• **Collected data**:
◇ ◇ ◇ ◇ ◇ ◇ ◇

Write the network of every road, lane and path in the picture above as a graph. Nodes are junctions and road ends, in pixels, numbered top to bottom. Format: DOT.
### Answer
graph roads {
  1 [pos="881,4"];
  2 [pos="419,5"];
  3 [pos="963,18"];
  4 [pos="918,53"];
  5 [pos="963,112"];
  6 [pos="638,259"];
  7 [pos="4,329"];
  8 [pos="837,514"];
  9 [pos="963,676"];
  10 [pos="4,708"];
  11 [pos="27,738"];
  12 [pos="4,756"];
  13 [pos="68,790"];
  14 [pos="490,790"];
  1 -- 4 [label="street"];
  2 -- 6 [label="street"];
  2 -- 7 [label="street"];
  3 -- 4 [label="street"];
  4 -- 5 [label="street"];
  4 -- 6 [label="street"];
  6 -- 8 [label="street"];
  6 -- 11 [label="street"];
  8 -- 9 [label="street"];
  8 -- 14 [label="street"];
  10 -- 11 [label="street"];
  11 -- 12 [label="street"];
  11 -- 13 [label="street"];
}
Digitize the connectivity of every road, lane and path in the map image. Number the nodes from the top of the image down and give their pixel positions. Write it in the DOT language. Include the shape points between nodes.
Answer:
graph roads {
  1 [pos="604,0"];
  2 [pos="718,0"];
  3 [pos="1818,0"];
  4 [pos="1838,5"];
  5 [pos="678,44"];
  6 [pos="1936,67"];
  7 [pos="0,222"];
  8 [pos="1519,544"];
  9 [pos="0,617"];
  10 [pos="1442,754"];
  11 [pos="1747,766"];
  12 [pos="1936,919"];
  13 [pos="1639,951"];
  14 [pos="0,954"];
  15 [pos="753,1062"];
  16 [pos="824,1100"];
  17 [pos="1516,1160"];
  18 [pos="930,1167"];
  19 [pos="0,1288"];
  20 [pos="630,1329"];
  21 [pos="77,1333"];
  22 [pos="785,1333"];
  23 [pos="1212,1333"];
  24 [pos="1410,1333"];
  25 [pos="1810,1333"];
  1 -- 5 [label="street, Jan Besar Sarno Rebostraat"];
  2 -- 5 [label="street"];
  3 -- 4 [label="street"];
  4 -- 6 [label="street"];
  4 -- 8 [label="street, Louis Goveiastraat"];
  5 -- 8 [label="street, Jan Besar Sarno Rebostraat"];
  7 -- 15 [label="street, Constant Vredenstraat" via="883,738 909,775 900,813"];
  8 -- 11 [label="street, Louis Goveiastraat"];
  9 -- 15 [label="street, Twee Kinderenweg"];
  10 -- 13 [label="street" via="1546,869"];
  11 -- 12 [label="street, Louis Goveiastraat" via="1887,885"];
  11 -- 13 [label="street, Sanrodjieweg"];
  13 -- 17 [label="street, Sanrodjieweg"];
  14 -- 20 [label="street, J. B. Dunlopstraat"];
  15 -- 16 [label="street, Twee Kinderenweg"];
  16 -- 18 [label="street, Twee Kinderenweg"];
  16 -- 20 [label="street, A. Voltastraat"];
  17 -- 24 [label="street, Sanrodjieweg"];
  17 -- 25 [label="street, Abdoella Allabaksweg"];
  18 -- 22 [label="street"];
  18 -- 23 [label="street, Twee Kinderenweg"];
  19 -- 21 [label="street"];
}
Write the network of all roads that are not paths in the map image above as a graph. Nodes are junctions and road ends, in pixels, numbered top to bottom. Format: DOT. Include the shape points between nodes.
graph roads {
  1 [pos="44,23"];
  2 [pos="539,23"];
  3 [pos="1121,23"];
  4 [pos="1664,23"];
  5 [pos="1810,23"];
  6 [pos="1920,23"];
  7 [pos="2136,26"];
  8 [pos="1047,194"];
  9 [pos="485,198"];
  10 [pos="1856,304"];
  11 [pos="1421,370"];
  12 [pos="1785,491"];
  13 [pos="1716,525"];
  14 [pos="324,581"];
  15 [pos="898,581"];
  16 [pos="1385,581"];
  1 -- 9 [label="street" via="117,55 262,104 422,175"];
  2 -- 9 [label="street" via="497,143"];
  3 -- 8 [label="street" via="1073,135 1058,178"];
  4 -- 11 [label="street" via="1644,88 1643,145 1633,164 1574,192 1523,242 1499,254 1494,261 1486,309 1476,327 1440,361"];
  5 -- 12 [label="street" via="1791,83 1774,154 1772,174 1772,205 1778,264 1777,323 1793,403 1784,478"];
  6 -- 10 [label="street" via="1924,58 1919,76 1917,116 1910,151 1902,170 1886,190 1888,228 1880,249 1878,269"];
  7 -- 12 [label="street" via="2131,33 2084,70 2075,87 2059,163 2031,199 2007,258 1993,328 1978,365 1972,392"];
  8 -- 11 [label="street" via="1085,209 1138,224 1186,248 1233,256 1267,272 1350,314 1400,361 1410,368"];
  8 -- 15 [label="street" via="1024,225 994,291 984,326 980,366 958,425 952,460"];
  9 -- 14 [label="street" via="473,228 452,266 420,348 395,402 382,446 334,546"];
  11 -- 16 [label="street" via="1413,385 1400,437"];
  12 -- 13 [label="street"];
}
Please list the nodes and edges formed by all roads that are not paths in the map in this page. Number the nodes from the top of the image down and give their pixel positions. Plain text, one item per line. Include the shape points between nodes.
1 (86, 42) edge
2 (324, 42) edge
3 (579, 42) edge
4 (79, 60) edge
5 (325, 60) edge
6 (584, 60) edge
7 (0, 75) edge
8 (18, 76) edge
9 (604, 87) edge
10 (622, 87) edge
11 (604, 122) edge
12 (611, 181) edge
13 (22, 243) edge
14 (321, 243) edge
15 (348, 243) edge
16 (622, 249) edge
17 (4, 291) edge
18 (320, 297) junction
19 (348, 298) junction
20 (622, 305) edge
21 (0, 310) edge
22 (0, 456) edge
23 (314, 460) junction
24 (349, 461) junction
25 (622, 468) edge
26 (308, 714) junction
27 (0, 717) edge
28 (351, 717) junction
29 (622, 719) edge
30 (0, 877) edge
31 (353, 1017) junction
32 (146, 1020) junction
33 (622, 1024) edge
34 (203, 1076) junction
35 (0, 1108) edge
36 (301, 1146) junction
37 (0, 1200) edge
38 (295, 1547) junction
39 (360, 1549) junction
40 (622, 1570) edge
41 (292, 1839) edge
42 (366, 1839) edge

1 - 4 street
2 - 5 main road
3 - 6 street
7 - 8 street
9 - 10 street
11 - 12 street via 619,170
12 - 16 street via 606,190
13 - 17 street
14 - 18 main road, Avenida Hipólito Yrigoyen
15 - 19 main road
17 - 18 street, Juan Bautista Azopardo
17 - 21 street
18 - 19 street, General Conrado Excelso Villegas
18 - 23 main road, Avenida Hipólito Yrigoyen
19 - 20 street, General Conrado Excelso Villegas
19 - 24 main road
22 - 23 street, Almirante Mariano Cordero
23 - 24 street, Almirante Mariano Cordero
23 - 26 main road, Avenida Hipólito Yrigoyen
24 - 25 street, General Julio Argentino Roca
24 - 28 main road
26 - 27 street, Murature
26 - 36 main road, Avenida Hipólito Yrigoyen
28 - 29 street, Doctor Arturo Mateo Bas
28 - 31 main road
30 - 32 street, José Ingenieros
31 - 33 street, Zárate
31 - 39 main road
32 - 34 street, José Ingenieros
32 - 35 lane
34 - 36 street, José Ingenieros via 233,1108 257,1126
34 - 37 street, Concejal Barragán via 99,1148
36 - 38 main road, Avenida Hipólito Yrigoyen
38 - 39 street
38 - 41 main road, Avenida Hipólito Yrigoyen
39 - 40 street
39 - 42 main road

◇ ◇ ◇ ◇ ◇ ◇ ◇

• **TASK DETAILS**:
Lines from the top of the data above through the line with "Digitize the connectivity", both ends included: copy them exactly, nothing more.

• **ANSWER SECTION**:
Write the network of every road, lane and path in the picture above as a graph. Nodes are junctions and road ends, in pixels, numbered top to bottom. Format: DOT.
### Answer
graph roads {
  1 [pos="881,4"];
  2 [pos="419,5"];
  3 [pos="963,18"];
  4 [pos="918,53"];
  5 [pos="963,112"];
  6 [pos="638,259"];
  7 [pos="4,329"];
  8 [pos="837,514"];
  9 [pos="963,676"];
  10 [pos="4,708"];
  11 [pos="27,738"];
  12 [pos="4,756"];
  13 [pos="68,790"];
  14 [pos="490,790"];
  1 -- 4 [label="street"];
  2 -- 6 [label="street"];
  2 -- 7 [label="street"];
  3 -- 4 [label="street"];
  4 -- 5 [label="street"];
  4 -- 6 [label="street"];
  6 -- 8 [label="street"];
  6 -- 11 [label="street"];
  8 -- 9 [label="street"];
  8 -- 14 [label="street"];
  10 -- 11 [label="street"];
  11 -- 12 [label="street"];
  11 -- 13 [label="street"];
}
Digitize the connectivity of every road, lane and path in the map image. Number the nodes from the top of the image down and give their pixel positions. Write it in the DOT language. Include the shape points between nodes.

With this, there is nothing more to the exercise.